五味のひとつである「うま味」については、ぴったりと合う英語の表現はないそうです。しかし、世界中で日本食への注目が高まっている現在では、「umami」というそのままの表現で通じるようになってきています。さまざまな工程を経て「うま味」を醸し出す日本酒にとっては、とても重要な表現ですね。

日本人に必要なのは「自信」

講座終了後、講師を務めたカースティさんにお話を伺いました。

講師のKirsty Orreillさん

「日本酒を英語で伝える需要は高まってきていると感じます。『日本酒ホビングリッシュ』は私の英会話スクールでも開講している講座ですが、『英語は苦手だけど、日本酒を外国人に紹介できるようになりたい』という方や、日本酒に興味を持った外国人も参加しています。日本酒の魅力を外国人に初めて伝えるとき、まずは味わいについて説明するのがいいですね。製法も魅力的ですが、初めて日本酒を知る外国人にとっては伝わりづらいかもしれません。日本人は英語を話せるのに恥ずかしがり屋な部分があるので、自信を持ってコミュニケーションを取るといいと思います」

続いて、「IIBC ENGLISH CAFÉ」を実施・運営しているIIBC広報室の島田敬子さんにお話を伺いました。

IIBCの島田敬子さん

IIBC広報室の島田敬子さん

「私たちがよく耳にしていたのが、『仕事における専門分野の英語では会話ができるが、そのあとの食事の際に、英語で日本のことがうまく表現できない。特に日本酒の言い回しや表現がわからない』という声でした。日本酒は日本の文化でもあります。その魅力を英語で伝えられるスキルは重要だと考えていましたので、『IIBC ENGLISH CAFÉ』で講座を開催したいと考えていました。そんな矢先、株式会社Weさんの『ホビングリッシュ』を知り、一緒に講座を開催することになったんです。日本人は英語を完璧に話さないといけないという思いが強く、そこが苦手意識につながっているのではないでしょうか。そんな人の背中を押すために、英語を話す機会や場を提供するのが私たちの役割です」

お二人のお話に共通するのは、「日本人は英語に対して完璧を求めすぎている」ということ。講座でも紹介があった通り、比較的簡単な単語でも日本酒の魅力を伝えることはできます。自信を持って会話をすることが大事なのですね。

「まずは話してみること」が魅力を伝える第一歩

講座に参加していた男性に話を伺いました。現在は学生で、IIBCからのメールでこの講座を知ったそう。

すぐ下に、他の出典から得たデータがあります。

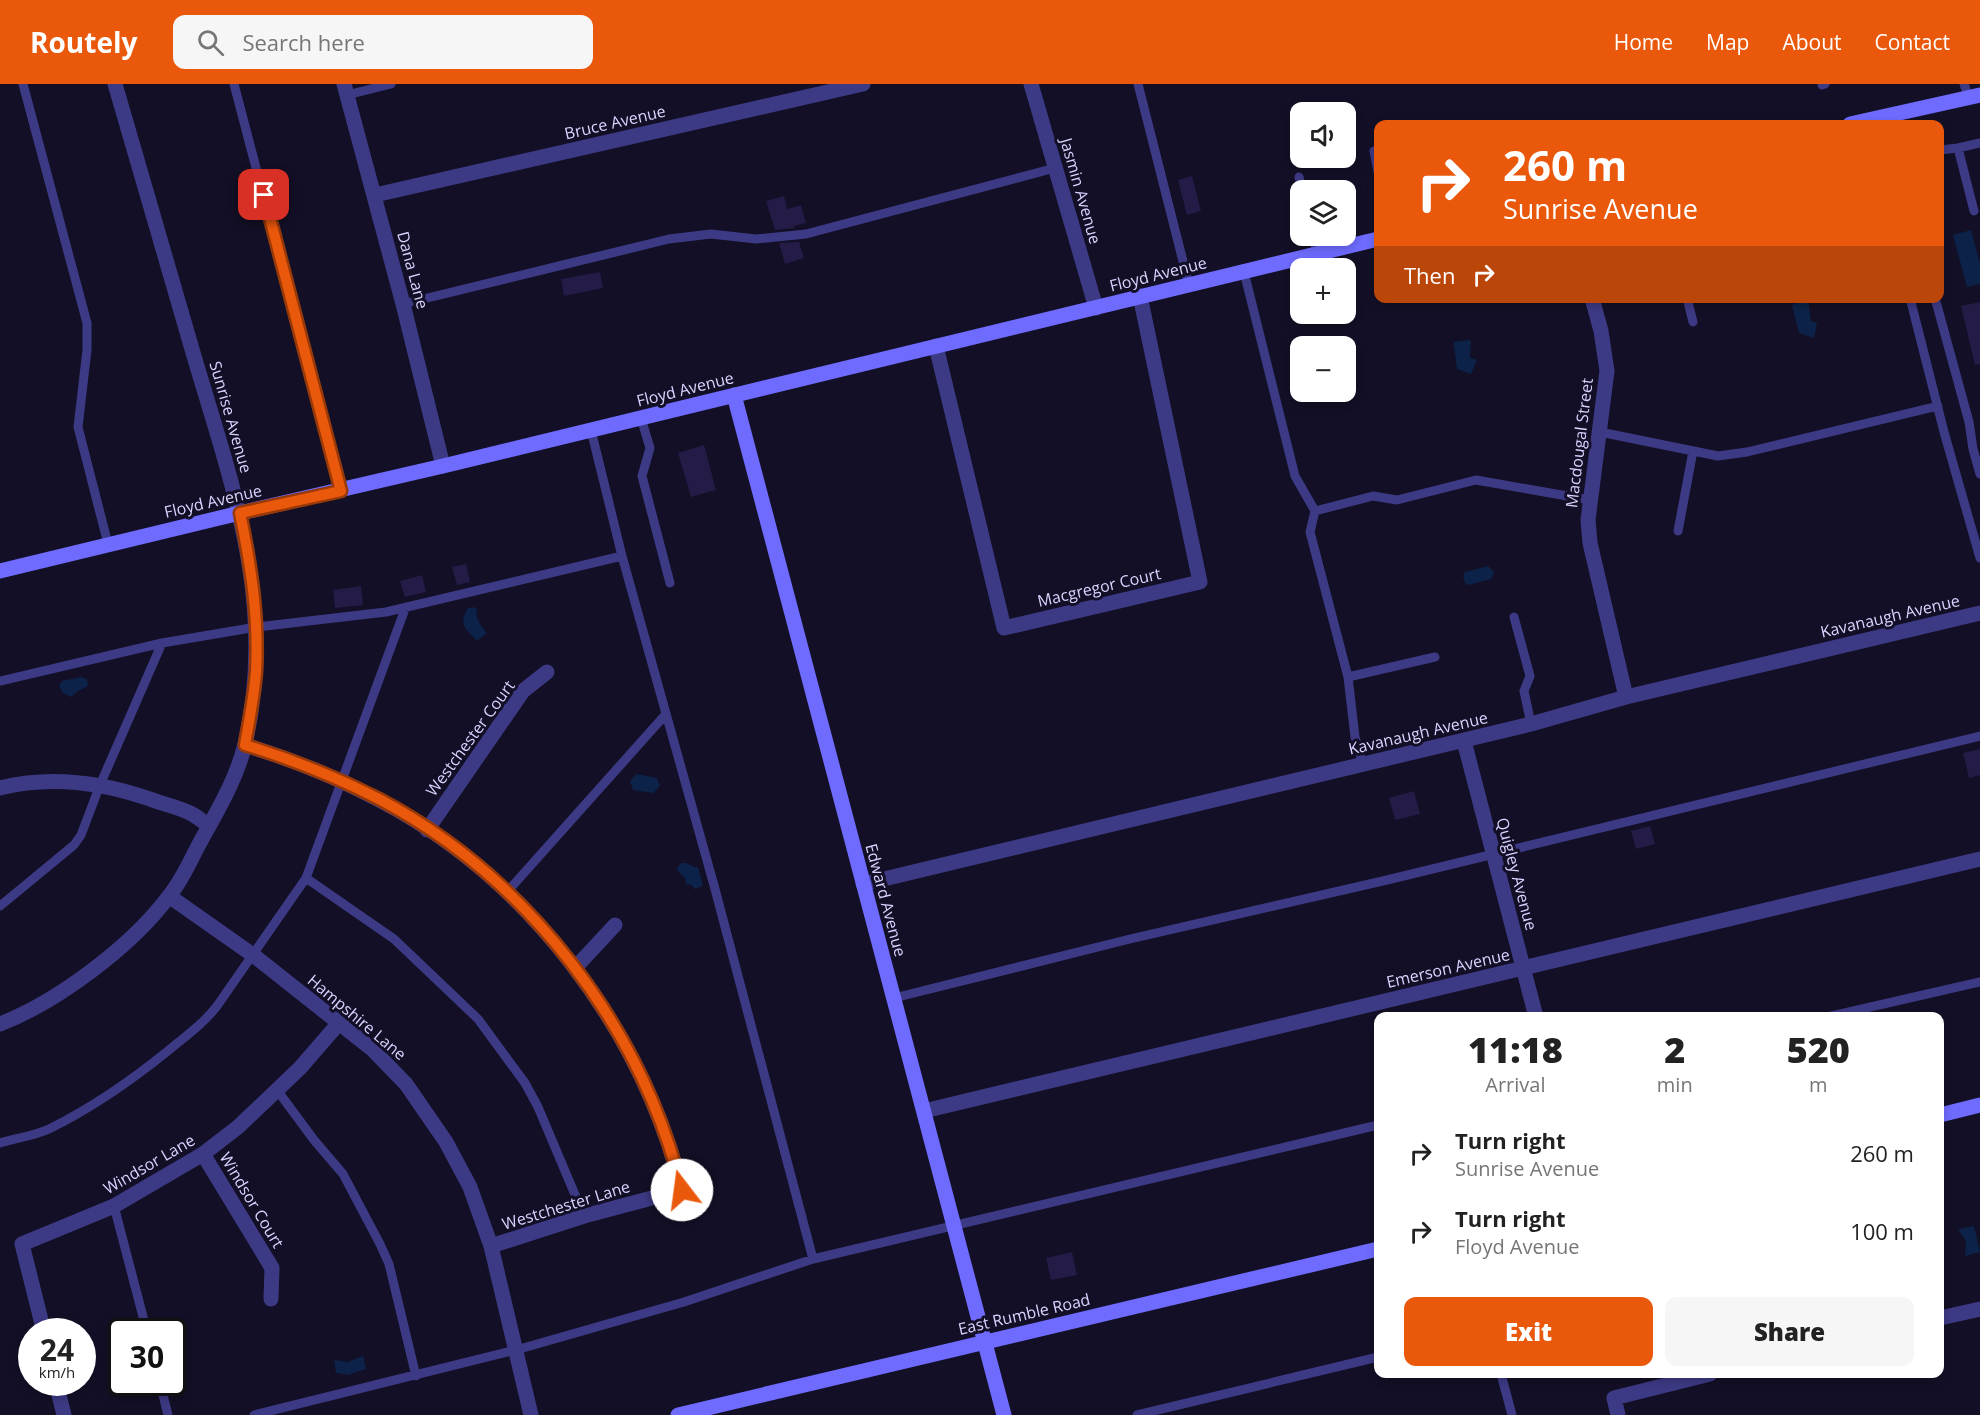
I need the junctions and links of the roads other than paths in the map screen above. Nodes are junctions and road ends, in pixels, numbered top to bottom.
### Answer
1 (23, 84) edge
2 (115, 84) edge
3 (234, 84) edge
4 (391, 84) edge
5 (863, 84) edge
6 (1031, 84) edge
7 (1138, 84) edge
8 (346, 89) edge
9 (1971, 92) edge
10 (1906, 118) edge
11 (1888, 120) edge
12 (1980, 143) edge
13 (1958, 148) junction
14 (1944, 150) edge
15 (1055, 168) junction
16 (1299, 177) dead end
17 (1300, 180) edge
18 (375, 195) junction
19 (1974, 211) dead end
20 (1374, 240) edge
21 (1315, 246) edge
22 (1317, 254) junction
23 (1244, 272) junction
24 (1189, 285) junction
25 (1140, 296) junction
26 (1593, 303) edge
27 (1688, 303) edge
28 (1911, 303) edge
29 (1936, 303) edge
30 (403, 304) junction
31 (1096, 308) junction
32 (1693, 322) dead end
33 (936, 346) junction
34 (734, 395) junction
35 (1938, 406) junction
36 (641, 418) junction
37 (591, 430) junction
38 (1600, 432) junction
39 (1693, 451) junction
40 (443, 466) junction
41 (1980, 474) edge
42 (341, 491) junction
43 (1590, 500) junction
44 (1315, 511) junction
45 (240, 513) junction
46 (1678, 531) dead end
47 (108, 544) junction
48 (622, 556) junction
49 (1980, 558) edge
50 (0, 571) edge
51 (670, 583) dead end
52 (405, 609) junction
53 (1980, 613) edge
54 (1514, 617) dead end
55 (257, 627) junction
56 (162, 643) junction
57 (1435, 657) dead end
58 (548, 672) dead end
59 (1348, 677) junction
60 (0, 681) edge
61 (1626, 697) junction
62 (666, 714) junction
63 (1531, 724) junction
64 (1980, 736) edge
65 (1464, 741) junction
66 (245, 745) junction
67 (1363, 764) junction
68 (343, 781) junction
69 (100, 785) junction
70 (0, 788) edge
71 (209, 826) junction
72 (428, 830) junction
73 (1493, 853) junction
74 (1980, 859) edge
75 (306, 878) junction
76 (863, 884) junction
77 (507, 892) junction
78 (169, 896) junction
79 (0, 906) edge
80 (615, 925) dead end
81 (253, 955) junction
82 (575, 968) junction
83 (1523, 969) junction
84 (1980, 982) edge
85 (894, 998) junction
86 (1535, 1012) edge
87 (1849, 1012) edge
88 (339, 1023) junction
89 (0, 1024) edge
90 (277, 1090) junction
91 (1980, 1105) edge
92 (924, 1111) junction
93 (1944, 1114) edge
94 (1374, 1126) edge
95 (0, 1143) edge
96 (203, 1155) junction
97 (114, 1206) junction
98 (584, 1216) junction
99 (955, 1225) junction
100 (491, 1246) junction
101 (1374, 1250) edge
102 (813, 1260) junction
103 (271, 1299) dead end
104 (1980, 1309) edge
105 (1944, 1317) edge
106 (40, 1318) edge
107 (143, 1318) edge
108 (986, 1342) junction
109 (516, 1350) junction
110 (1374, 1359) edge
111 (416, 1376) junction
112 (1502, 1378) edge
113 (1694, 1378) edge
114 (59, 1396) edge
115 (163, 1396) edge
116 (64, 1415) edge
117 (168, 1415) edge
118 (254, 1415) edge
119 (531, 1415) edge
120 (678, 1415) edge
121 (1004, 1415) edge
122 (1137, 1415) edge
123 (1512, 1415) edge
124 (1618, 1415) edge

1 - 47 lane
2 - 45 street, Sunrise Avenue
3 - 42 lane
4 - 8 lane
5 - 18 street, Bruce Avenue
6 - 15 street, Jasmin Avenue
7 - 24 lane
8 - 18 street, Dana Lane
9 - 10 street
10 - 11 street
12 - 13 lane
13 - 14 lane
13 - 19 lane
15 - 30 lane
15 - 31 street, Jasmin Avenue
16 - 17 lane
18 - 30 street, Dana Lane
20 - 22 street, Floyd Avenue
21 - 22 lane
22 - 23 street, Floyd Avenue
23 - 24 street, Floyd Avenue
23 - 44 lane
24 - 25 street, Floyd Avenue
25 - 31 street, Floyd Avenue
25 - 33 street, Macgregor Court
26 - 38 street, Macdougal Street
27 - 32 lane
28 - 35 lane
29 - 41 lane
30 - 40 street, Dana Lane
31 - 33 street, Floyd Avenue
33 - 34 street, Floyd Avenue
34 - 36 street, Floyd Avenue
34 - 76 street, Edward Avenue
35 - 39 lane
35 - 49 lane
36 - 37 street, Floyd Avenue
36 - 51 lane
37 - 40 street, Floyd Avenue
37 - 48 lane
38 - 39 lane
38 - 43 street, Macdougal Street
39 - 46 lane
40 - 42 street, Floyd Avenue
42 - 45 street, Floyd Avenue
43 - 44 lane
43 - 61 street, Macdougal Street
44 - 59 lane
45 - 47 street, Floyd Avenue
45 - 55 street, Sunrise Avenue
47 - 50 street, Floyd Avenue
48 - 52 lane
48 - 62 lane
52 - 55 lane
52 - 68 lane
53 - 61 street, Kavanaugh Avenue
54 - 63 lane
55 - 56 lane
55 - 66 street, Sunrise Avenue
56 - 60 lane
56 - 69 lane
57 - 59 lane
58 - 72 street, Westchester Court
59 - 67 lane
61 - 63 street, Kavanaugh Avenue
62 - 77 lane
62 - 102 lane
63 - 65 street, Kavanaugh Avenue
64 - 73 lane
65 - 67 street, Kavanaugh Avenue
65 - 73 street, Quigley Avenue
66 - 68 street, Westchester Lane
66 - 71 street, Sunrise Avenue
67 - 76 street, Kavanaugh Avenue
68 - 72 street, Westchester Lane
68 - 75 lane
69 - 70 street
69 - 71 street
69 - 79 lane
71 - 78 street, Sunrise Avenue
72 - 77 street, Westchester Lane
73 - 83 street, Quigley Avenue
73 - 85 lane
74 - 83 street, Emerson Avenue
75 - 81 lane
75 - 98 lane
76 - 85 street, Edward Avenue
77 - 82 street, Westchester Lane
78 - 81 street, Hampshire Lane
78 - 89 street, Sunrise Avenue
80 - 82 street
81 - 88 street, Hampshire Lane
81 - 95 lane
82 - 98 street, Westchester Lane
83 - 86 street, Quigley Avenue
83 - 92 street, Emerson Avenue
84 - 87 lane
85 - 92 street, Edward Avenue
88 - 90 street, Windsor Lane
88 - 100 street, Hampshire Lane
90 - 96 street, Windsor Lane
90 - 111 lane
91 - 93 street
92 - 99 street, Edward Avenue
94 - 99 lane
96 - 97 street, Windsor Lane
96 - 103 street, Windsor Court
97 - 106 street, Windsor Lane
97 - 107 lane
98 - 100 street, Westchester Lane
99 - 102 lane
99 - 108 street, Edward Avenue
100 - 109 street, Hampshire Lane
101 - 108 street, East Rumble Road
102 - 109 lane
104 - 105 street
108 - 120 street, East Rumble Road
108 - 121 street, Edward Avenue
109 - 111 lane
109 - 119 street, Hampshire Lane
110 - 122 lane
111 - 118 lane
112 - 123 lane
113 - 124 street
114 - 116 street
115 - 117 lane

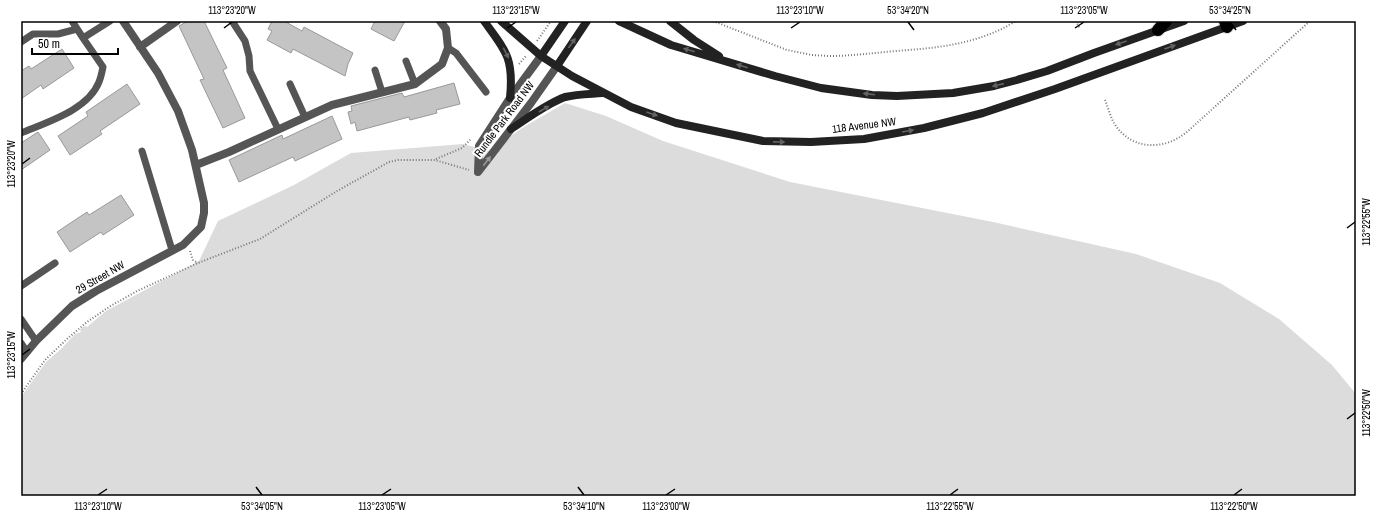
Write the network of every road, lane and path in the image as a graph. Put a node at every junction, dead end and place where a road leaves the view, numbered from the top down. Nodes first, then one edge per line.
1 (72, 21) edge
2 (110, 21) edge
3 (123, 21) edge
4 (177, 21) edge
5 (232, 21) edge
6 (440, 21) edge
7 (484, 21) edge
8 (501, 21) edge
9 (551, 21) edge
10 (565, 21) edge
11 (587, 21) edge
12 (619, 21) edge
13 (670, 21) edge
14 (713, 21) edge
15 (1016, 21) edge
16 (1076, 21) edge
17 (1166, 21) edge
18 (1184, 21) edge
19 (1243, 21) edge
20 (1310, 21) edge
21 (1226, 24) edge
22 (77, 29) junction
23 (1080, 30) dead end
24 (1158, 30) junction
25 (540, 36) dead end
26 (83, 38) junction
27 (21, 42) edge
28 (140, 47) junction
29 (448, 48) junction
30 (541, 56) junction
31 (524, 58) dead end
32 (406, 61) dead end
33 (727, 61) junction
34 (517, 65) dead end
35 (556, 66) junction
36 (375, 70) dead end
37 (290, 84) dead end
38 (415, 84) junction
39 (382, 92) junction
40 (486, 92) dead end
41 (602, 93) junction
42 (510, 98) junction
43 (1105, 100) dead end
44 (305, 117) junction
45 (278, 130) junction
46 (511, 130) junction
47 (21, 133) edge
48 (472, 137) dead end
49 (142, 151) dead end
50 (435, 160) junction
51 (196, 165) junction
52 (478, 172) junction
53 (189, 240) junction
54 (172, 250) junction
55 (55, 263) dead end
56 (198, 263) junction
57 (21, 286) edge
58 (21, 319) edge
59 (36, 341) junction
60 (21, 343) edge
61 (27, 352) junction
62 (21, 359) edge
63 (21, 394) edge

1 - 22 lane
2 - 26 lane
3 - 28 street
4 - 28 street
5 - 45 lane
6 - 29 street
7 -> 42 main road
8 - 30 main road, 118 Avenue NW
9 - 25 path
10 - 30 main road
35 -> 11 main road
33 -> 12 main road
13 - 33 main road
14 - 15 path
16 - 23 path
17 - 24 highway
18 - 24 main road
19 - 21 main road, 118 Avenue NW
20 - 43 path
41 -> 21 main road, 118 Avenue NW
22 - 26 lane
22 - 27 lane
24 -> 33 main road
26 - 47 lane
28 - 51 street
29 - 38 street
29 - 40 lane
30 - 35 main road, 118 Avenue NW
30 - 42 street, Rundle Park Road NW
31 - 34 path
32 - 38 lane
35 - 41 main road, 118 Avenue NW
35 - 46 street, Rundle Park Road NW
36 - 39 lane
37 - 44 lane
38 - 39 street
39 - 44 street
46 -> 41 main road
42 - 52 street, Rundle Park Road NW
44 - 45 street
45 - 51 street
52 -> 46 street, Rundle Park Road NW
48 - 50 path
49 - 54 lane
50 - 52 path
50 - 56 path
51 - 53 street, 29 Street NW
53 - 54 street, 29 Street NW
53 - 56 path
54 - 59 street, 29 Street NW
55 - 57 lane
56 - 63 path
58 - 59 lane
59 - 61 street, 29 Street NW
60 - 61 lane
61 - 62 street, 29 Street NW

「懐石料理屋でアルバイトをしていますが、外国人のお客様に日本酒の味わいをうまく伝えられなかったんです。そんな時にこの講座を知り、応募しました。今回学んだ表現を実践していきたいですね」と話してくれました。

「IIBC ENGLISH CAFÉ」の集合写真

今回の講座では、日本酒の魅力を外国人に伝えるため、英語への苦手意識を克服したいという目的の人が多く見られました。そんな不安を解消できるように、講座では「dry」や「sweet」など、なじみのあるわかりやすい英語で日本酒の説明がされています。

「完璧な英語で伝えなきゃ」と縮こまるより、まずは身近な単語からでも話してみること。それが、英語で日本酒の魅力を伝える第一歩かもしれません。